== What to work on ==
Output the data below exactly, images excluded.

== Material for the task ==
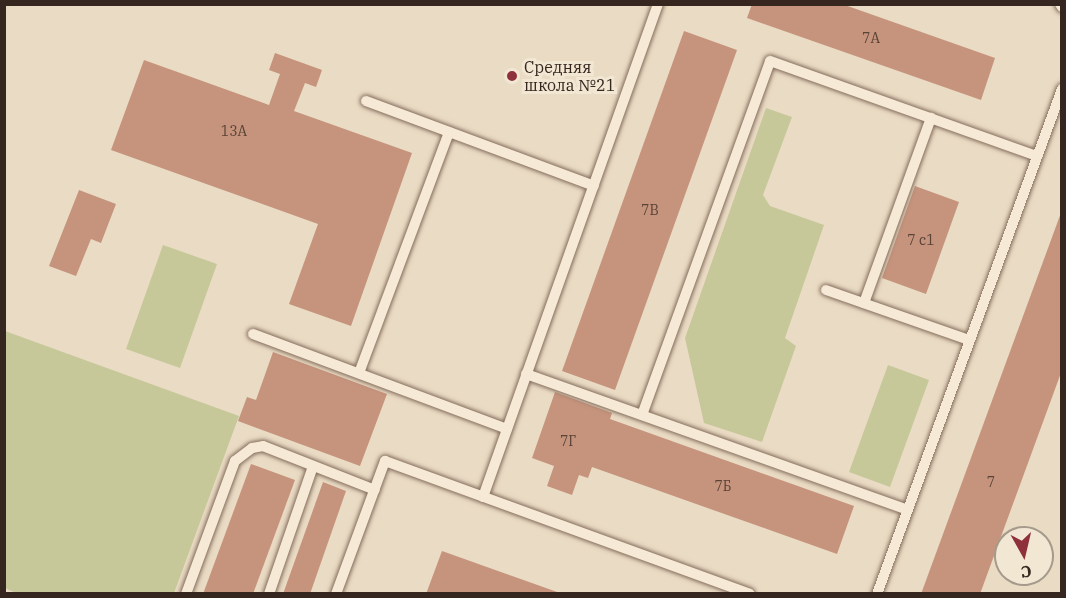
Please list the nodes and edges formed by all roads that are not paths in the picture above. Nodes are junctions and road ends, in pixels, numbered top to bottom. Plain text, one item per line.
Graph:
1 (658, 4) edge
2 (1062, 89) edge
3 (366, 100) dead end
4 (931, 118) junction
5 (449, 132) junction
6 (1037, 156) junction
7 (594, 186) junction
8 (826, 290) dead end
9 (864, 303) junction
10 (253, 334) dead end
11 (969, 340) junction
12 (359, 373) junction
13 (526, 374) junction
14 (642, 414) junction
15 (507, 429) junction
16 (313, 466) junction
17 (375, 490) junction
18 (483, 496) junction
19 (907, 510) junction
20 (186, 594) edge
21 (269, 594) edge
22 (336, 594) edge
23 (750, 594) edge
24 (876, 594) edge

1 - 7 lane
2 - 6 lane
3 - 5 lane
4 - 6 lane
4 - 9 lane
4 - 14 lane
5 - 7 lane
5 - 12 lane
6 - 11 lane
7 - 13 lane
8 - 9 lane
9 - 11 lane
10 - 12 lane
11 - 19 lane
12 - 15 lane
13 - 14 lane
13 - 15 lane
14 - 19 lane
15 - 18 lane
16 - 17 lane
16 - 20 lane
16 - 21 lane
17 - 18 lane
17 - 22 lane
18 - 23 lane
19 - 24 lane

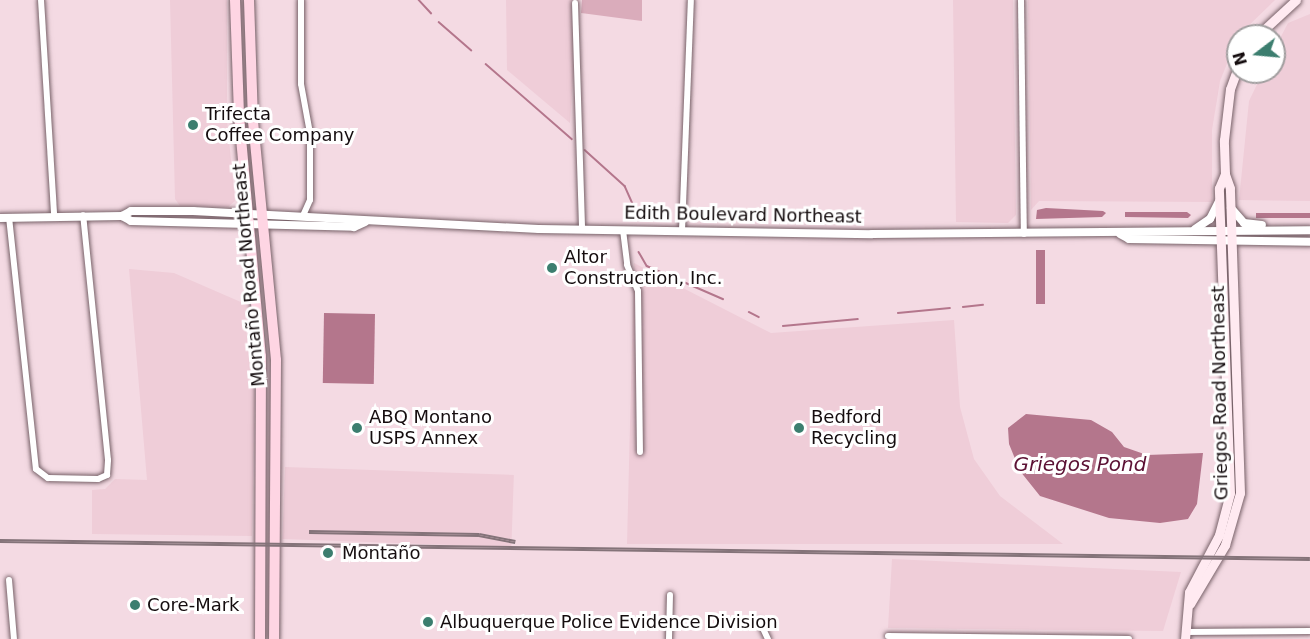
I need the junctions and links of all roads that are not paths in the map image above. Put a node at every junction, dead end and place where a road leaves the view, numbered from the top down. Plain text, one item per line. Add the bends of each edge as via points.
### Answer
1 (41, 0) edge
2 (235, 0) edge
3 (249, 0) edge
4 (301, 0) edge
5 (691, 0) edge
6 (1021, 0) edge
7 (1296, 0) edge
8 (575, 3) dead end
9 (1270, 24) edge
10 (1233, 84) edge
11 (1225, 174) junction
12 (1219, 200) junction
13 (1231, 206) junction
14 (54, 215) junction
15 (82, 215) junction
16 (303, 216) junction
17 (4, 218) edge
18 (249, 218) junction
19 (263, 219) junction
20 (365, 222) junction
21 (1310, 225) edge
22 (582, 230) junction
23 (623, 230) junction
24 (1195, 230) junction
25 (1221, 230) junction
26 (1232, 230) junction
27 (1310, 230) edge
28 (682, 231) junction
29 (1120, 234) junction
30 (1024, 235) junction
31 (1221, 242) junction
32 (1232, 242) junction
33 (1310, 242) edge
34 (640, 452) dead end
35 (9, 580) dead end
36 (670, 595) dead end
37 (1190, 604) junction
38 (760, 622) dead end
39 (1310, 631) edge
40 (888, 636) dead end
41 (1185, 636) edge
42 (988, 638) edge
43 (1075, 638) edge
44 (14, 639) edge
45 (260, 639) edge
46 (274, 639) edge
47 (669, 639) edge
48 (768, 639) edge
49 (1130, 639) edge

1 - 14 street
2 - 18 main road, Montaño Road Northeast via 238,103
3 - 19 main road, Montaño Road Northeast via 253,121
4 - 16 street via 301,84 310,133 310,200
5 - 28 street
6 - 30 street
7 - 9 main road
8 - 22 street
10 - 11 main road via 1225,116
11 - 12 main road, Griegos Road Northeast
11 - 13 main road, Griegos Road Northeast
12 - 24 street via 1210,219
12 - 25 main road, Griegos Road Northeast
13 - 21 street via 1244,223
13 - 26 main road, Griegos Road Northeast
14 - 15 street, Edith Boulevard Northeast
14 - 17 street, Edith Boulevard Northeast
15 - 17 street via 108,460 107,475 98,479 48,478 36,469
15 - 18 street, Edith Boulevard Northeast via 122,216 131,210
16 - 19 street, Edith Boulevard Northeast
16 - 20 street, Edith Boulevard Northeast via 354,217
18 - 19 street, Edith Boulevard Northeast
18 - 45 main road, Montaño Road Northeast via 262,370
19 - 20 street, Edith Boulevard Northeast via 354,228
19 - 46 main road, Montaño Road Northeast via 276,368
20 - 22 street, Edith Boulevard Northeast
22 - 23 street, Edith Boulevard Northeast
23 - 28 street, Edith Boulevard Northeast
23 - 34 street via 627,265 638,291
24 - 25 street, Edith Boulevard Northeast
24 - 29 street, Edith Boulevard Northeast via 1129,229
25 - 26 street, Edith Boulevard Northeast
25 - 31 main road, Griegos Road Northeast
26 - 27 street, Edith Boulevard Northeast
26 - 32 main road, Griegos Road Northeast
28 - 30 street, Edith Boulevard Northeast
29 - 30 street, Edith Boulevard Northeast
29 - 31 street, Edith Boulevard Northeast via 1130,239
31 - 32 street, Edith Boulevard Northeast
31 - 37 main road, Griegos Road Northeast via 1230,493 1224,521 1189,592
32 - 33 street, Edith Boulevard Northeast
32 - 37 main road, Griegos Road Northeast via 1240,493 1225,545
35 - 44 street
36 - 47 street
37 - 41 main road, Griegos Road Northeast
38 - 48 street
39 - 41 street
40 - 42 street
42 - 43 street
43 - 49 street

== Response ==
Please list the nodes and edges formed by all roads that are not paths in the picture above. Nodes are junctions and road ends, in pixels, numbered top to bottom. Plain text, one item per line.
Graph:
1 (658, 4) edge
2 (1062, 89) edge
3 (366, 100) dead end
4 (931, 118) junction
5 (449, 132) junction
6 (1037, 156) junction
7 (594, 186) junction
8 (826, 290) dead end
9 (864, 303) junction
10 (253, 334) dead end
11 (969, 340) junction
12 (359, 373) junction
13 (526, 374) junction
14 (642, 414) junction
15 (507, 429) junction
16 (313, 466) junction
17 (375, 490) junction
18 (483, 496) junction
19 (907, 510) junction
20 (186, 594) edge
21 (269, 594) edge
22 (336, 594) edge
23 (750, 594) edge
24 (876, 594) edge

1 - 7 lane
2 - 6 lane
3 - 5 lane
4 - 6 lane
4 - 9 lane
4 - 14 lane
5 - 7 lane
5 - 12 lane
6 - 11 lane
7 - 13 lane
8 - 9 lane
9 - 11 lane
10 - 12 lane
11 - 19 lane
12 - 15 lane
13 - 14 lane
13 - 15 lane
14 - 19 lane
15 - 18 lane
16 - 17 lane
16 - 20 lane
16 - 21 lane
17 - 18 lane
17 - 22 lane
18 - 23 lane
19 - 24 lane

I need the junctions and links of all roads that are not paths in the map image above. Put a node at every junction, dead end and place where a road leaves the view, numbered from the top down. Plain text, one item per line. Add the bends of each edge as via points.
### Answer
1 (41, 0) edge
2 (235, 0) edge
3 (249, 0) edge
4 (301, 0) edge
5 (691, 0) edge
6 (1021, 0) edge
7 (1296, 0) edge
8 (575, 3) dead end
9 (1270, 24) edge
10 (1233, 84) edge
11 (1225, 174) junction
12 (1219, 200) junction
13 (1231, 206) junction
14 (54, 215) junction
15 (82, 215) junction
16 (303, 216) junction
17 (4, 218) edge
18 (249, 218) junction
19 (263, 219) junction
20 (365, 222) junction
21 (1310, 225) edge
22 (582, 230) junction
23 (623, 230) junction
24 (1195, 230) junction
25 (1221, 230) junction
26 (1232, 230) junction
27 (1310, 230) edge
28 (682, 231) junction
29 (1120, 234) junction
30 (1024, 235) junction
31 (1221, 242) junction
32 (1232, 242) junction
33 (1310, 242) edge
34 (640, 452) dead end
35 (9, 580) dead end
36 (670, 595) dead end
37 (1190, 604) junction
38 (760, 622) dead end
39 (1310, 631) edge
40 (888, 636) dead end
41 (1185, 636) edge
42 (988, 638) edge
43 (1075, 638) edge
44 (14, 639) edge
45 (260, 639) edge
46 (274, 639) edge
47 (669, 639) edge
48 (768, 639) edge
49 (1130, 639) edge

1 - 14 street
2 - 18 main road, Montaño Road Northeast via 238,103
3 - 19 main road, Montaño Road Northeast via 253,121
4 - 16 street via 301,84 310,133 310,200
5 - 28 street
6 - 30 street
7 - 9 main road
8 - 22 street
10 - 11 main road via 1225,116
11 - 12 main road, Griegos Road Northeast
11 - 13 main road, Griegos Road Northeast
12 - 24 street via 1210,219
12 - 25 main road, Griegos Road Northeast
13 - 21 street via 1244,223
13 - 26 main road, Griegos Road Northeast
14 - 15 street, Edith Boulevard Northeast
14 - 17 street, Edith Boulevard Northeast
15 - 17 street via 108,460 107,475 98,479 48,478 36,469
15 - 18 street, Edith Boulevard Northeast via 122,216 131,210
16 - 19 street, Edith Boulevard Northeast
16 - 20 street, Edith Boulevard Northeast via 354,217
18 - 19 street, Edith Boulevard Northeast
18 - 45 main road, Montaño Road Northeast via 262,370
19 - 20 street, Edith Boulevard Northeast via 354,228
19 - 46 main road, Montaño Road Northeast via 276,368
20 - 22 street, Edith Boulevard Northeast
22 - 23 street, Edith Boulevard Northeast
23 - 28 street, Edith Boulevard Northeast
23 - 34 street via 627,265 638,291
24 - 25 street, Edith Boulevard Northeast
24 - 29 street, Edith Boulevard Northeast via 1129,229
25 - 26 street, Edith Boulevard Northeast
25 - 31 main road, Griegos Road Northeast
26 - 27 street, Edith Boulevard Northeast
26 - 32 main road, Griegos Road Northeast
28 - 30 street, Edith Boulevard Northeast
29 - 30 street, Edith Boulevard Northeast
29 - 31 street, Edith Boulevard Northeast via 1130,239
31 - 32 street, Edith Boulevard Northeast
31 - 37 main road, Griegos Road Northeast via 1230,493 1224,521 1189,592
32 - 33 street, Edith Boulevard Northeast
32 - 37 main road, Griegos Road Northeast via 1240,493 1225,545
35 - 44 street
36 - 47 street
37 - 41 main road, Griegos Road Northeast
38 - 48 street
39 - 41 street
40 - 42 street
42 - 43 street
43 - 49 street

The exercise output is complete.